• **INSTRUCTIONS FOR THE TASK**: Look for the word "give" in the entries below, then copy every line that has it.

*** Opening of STORED DATA ***

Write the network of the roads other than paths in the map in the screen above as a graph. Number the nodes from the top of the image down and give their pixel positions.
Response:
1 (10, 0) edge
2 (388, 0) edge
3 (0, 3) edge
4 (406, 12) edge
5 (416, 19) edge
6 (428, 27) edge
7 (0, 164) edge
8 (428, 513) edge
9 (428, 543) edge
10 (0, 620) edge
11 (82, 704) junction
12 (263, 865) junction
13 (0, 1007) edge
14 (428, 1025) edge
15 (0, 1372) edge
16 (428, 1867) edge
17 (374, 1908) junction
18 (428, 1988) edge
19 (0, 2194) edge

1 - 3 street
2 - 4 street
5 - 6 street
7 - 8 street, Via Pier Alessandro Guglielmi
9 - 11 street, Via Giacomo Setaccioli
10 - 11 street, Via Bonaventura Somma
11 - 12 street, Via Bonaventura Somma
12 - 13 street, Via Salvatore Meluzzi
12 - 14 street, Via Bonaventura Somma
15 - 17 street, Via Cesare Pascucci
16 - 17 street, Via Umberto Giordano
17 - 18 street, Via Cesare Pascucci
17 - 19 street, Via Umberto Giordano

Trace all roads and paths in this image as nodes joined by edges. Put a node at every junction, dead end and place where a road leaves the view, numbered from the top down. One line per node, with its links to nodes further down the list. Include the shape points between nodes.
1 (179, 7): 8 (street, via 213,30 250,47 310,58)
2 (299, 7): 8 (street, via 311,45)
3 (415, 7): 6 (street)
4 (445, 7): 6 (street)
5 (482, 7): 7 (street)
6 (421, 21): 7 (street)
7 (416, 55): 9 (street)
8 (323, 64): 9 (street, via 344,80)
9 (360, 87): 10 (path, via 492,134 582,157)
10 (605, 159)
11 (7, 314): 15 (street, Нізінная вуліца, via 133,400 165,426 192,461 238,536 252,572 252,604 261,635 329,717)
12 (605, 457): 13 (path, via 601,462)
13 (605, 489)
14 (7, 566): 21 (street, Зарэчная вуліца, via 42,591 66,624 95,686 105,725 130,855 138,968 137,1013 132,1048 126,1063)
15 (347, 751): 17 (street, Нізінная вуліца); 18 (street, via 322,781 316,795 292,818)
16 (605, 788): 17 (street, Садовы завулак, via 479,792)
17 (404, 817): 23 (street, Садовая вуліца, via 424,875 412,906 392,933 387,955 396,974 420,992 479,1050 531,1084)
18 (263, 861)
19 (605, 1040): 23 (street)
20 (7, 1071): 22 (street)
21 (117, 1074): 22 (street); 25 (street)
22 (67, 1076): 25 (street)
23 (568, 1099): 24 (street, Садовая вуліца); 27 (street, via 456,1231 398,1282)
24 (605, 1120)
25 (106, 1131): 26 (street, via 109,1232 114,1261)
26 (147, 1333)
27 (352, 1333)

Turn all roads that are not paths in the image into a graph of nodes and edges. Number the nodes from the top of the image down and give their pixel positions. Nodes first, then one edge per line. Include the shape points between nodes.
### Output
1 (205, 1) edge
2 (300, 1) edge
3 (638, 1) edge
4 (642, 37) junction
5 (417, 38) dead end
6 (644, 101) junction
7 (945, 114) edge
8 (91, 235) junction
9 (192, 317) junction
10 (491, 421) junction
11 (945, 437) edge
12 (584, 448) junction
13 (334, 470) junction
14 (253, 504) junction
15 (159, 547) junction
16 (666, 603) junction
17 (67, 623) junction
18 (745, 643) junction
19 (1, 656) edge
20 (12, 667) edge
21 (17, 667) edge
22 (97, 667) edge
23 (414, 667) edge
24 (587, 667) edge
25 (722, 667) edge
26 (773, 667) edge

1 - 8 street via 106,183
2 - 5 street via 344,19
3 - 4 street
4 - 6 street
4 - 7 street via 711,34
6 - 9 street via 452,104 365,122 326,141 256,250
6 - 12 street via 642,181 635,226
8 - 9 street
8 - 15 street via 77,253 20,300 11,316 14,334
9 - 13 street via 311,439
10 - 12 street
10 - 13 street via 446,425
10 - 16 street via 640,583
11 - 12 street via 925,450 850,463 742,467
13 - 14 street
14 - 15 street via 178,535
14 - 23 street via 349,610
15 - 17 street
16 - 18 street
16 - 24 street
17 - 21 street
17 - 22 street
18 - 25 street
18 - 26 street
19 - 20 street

*** Close of STORED DATA ***

• **ANSWER TO THIS TASK**:
Write the network of the roads other than paths in the map in the screen above as a graph. Number the nodes from the top of the image down and give their pixel positions.
Turn all roads that are not paths in the image into a graph of nodes and edges. Number the nodes from the top of the image down and give their pixel positions. Nodes first, then one edge per line. Include the shape points between nodes.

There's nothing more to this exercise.